Exercise description ::
Tally every line in the entries below that holds "roads", then give only the total.

Data provided ::
+ + + + + + +
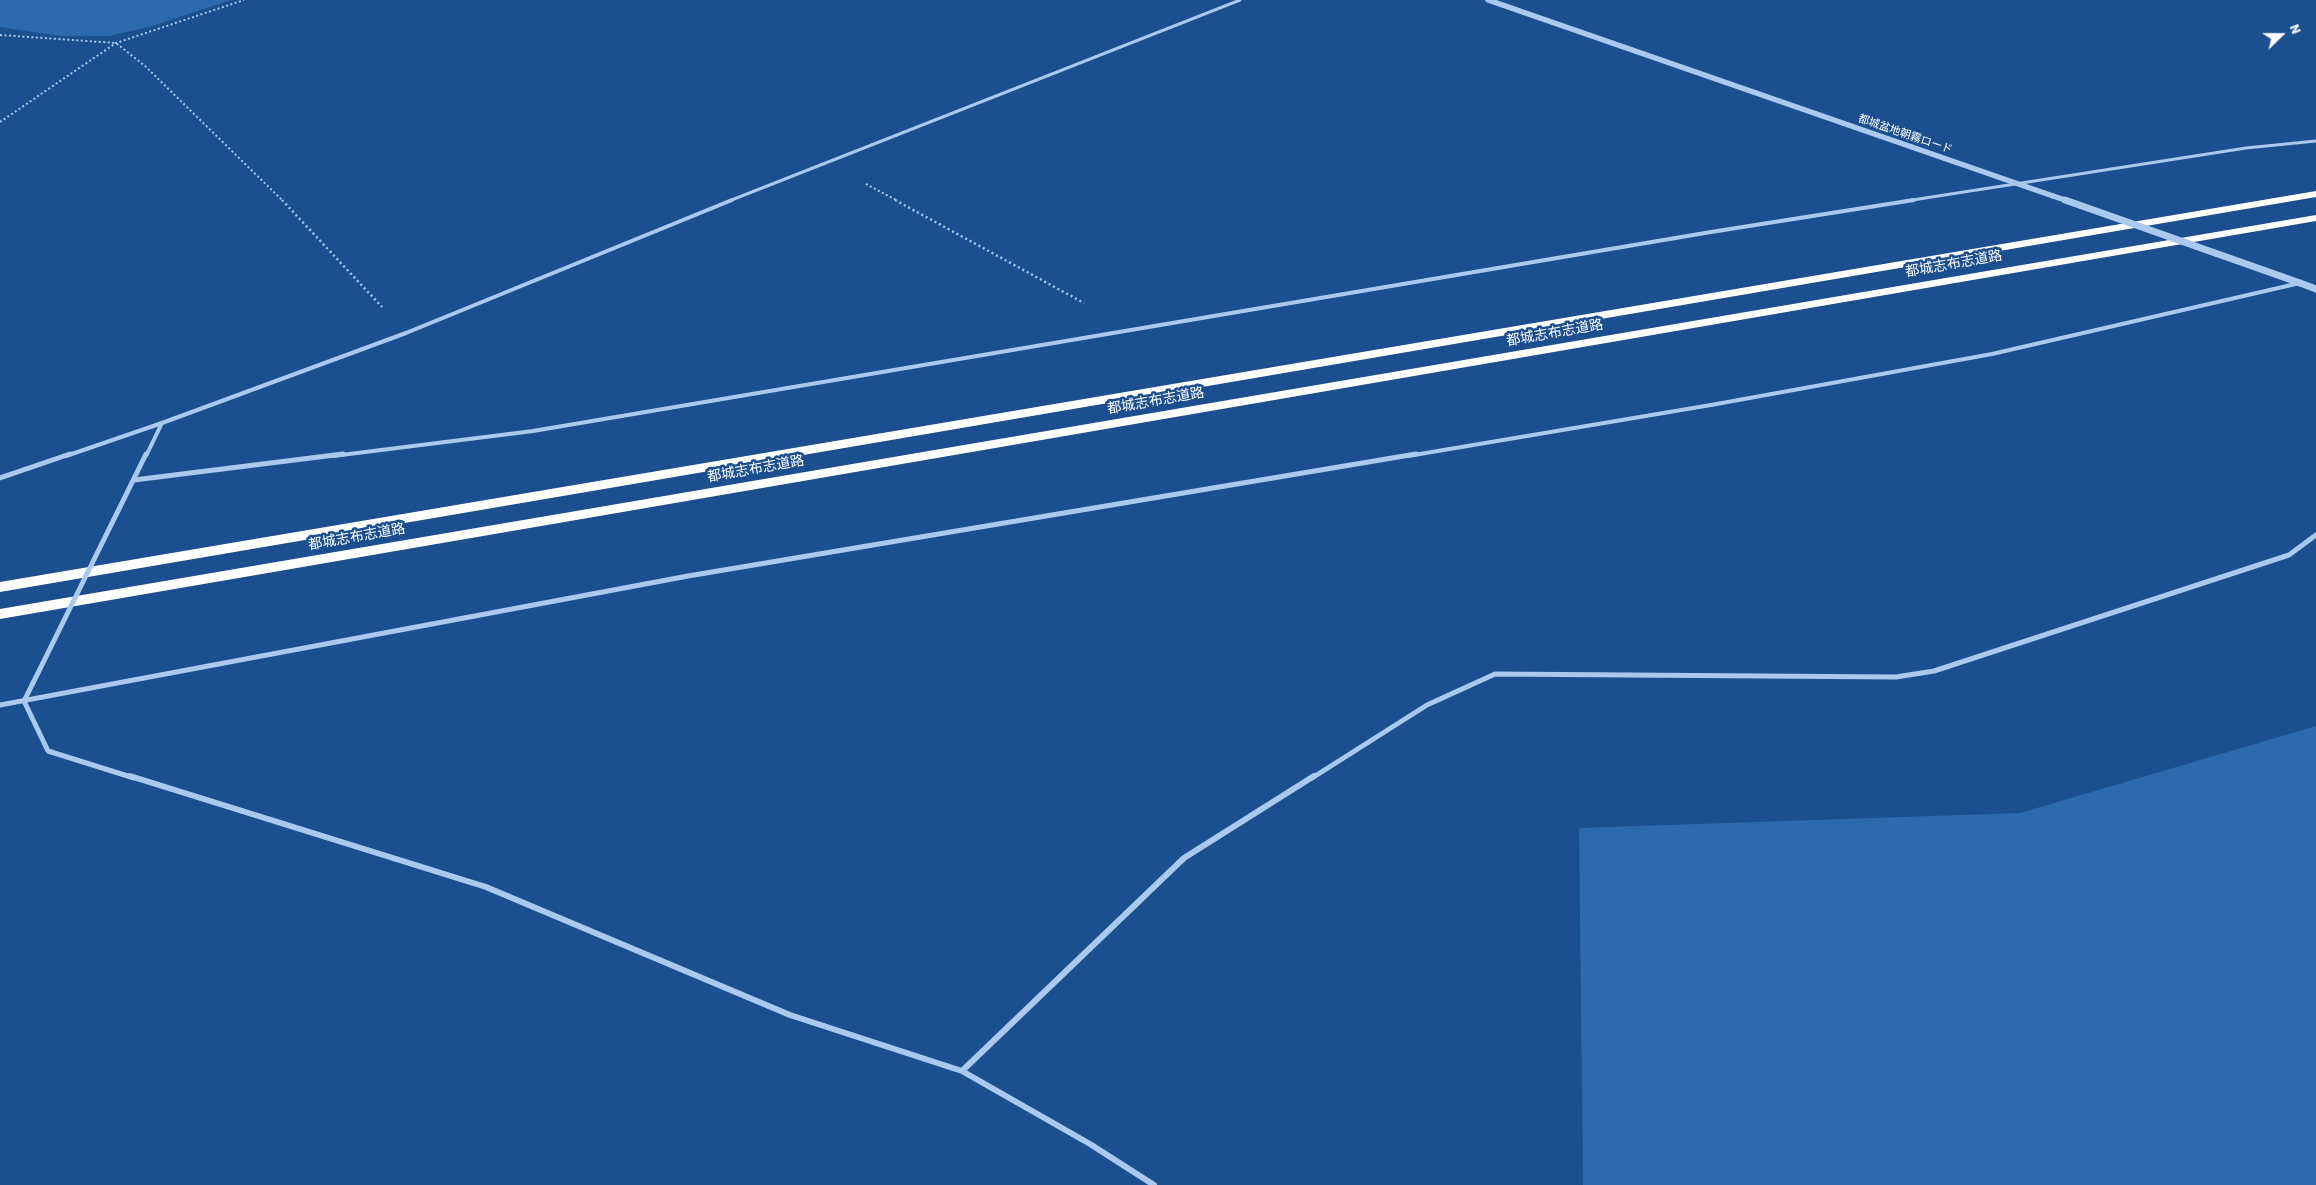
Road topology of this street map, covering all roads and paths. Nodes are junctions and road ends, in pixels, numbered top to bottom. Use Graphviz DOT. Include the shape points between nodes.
graph roads {
  1 [pos="244,0"];
  2 [pos="1240,0"];
  3 [pos="1488,0"];
  4 [pos="0,35"];
  5 [pos="116,43"];
  6 [pos="0,122"];
  7 [pos="2316,141"];
  8 [pos="826,162"];
  9 [pos="2015,184"];
  10 [pos="2316,194"];
  11 [pos="2316,218"];
  12 [pos="2300,283"];
  13 [pos="2316,289"];
  14 [pos="1133,330"];
  15 [pos="406,333"];
  16 [pos="162,423"];
  17 [pos="0,478"];
  18 [pos="134,480"];
  19 [pos="2316,535"];
  20 [pos="0,587"];
  21 [pos="0,614"];
  22 [pos="24,701"];
  23 [pos="0,705"];
  24 [pos="962,1071"];
  25 [pos="1154,1185"];
  1 -- 5 [label="path"];
  2 -- 8 [label="street"];
  3 -- 9 [label="street, 都城盆地朝霧ロード"];
  4 -- 5 [label="path"];
  5 -- 6 [label="path"];
  5 -- 15 [label="path" via="145,66 296,214"];
  7 -- 9 [label="street" via="2246,148"];
  8 -- 14 [label="path"];
  8 -- 15 [label="street"];
  9 -- 12 [label="street, 都城盆地朝霧ロード, bridge"];
  9 -- 14 [label="street"];
  10 -- 20 [label="highway, 都城志布志道路"];
  11 -- 21 [label="highway, 都城志布志道路"];
  12 -- 13 [label="street, 都城盆地朝霧ロード"];
  12 -- 22 [label="street" via="1992,354 1711,405 688,576"];
  14 -- 18 [label="street" via="533,430"];
  15 -- 16 [label="street"];
  16 -- 17 [label="street"];
  16 -- 18 [label="street"];
  18 -- 22 [label="street, bridge"];
  19 -- 24 [label="street" via="2289,555 1934,671 1896,677 1495,674 1427,705 1184,858"];
  22 -- 23 [label="street"];
  22 -- 24 [label="street" via="48,752 486,887 790,1015"];
  24 -- 25 [label="street" via="1090,1144"];
}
+ + + + + + +
Result for this exercise ::
2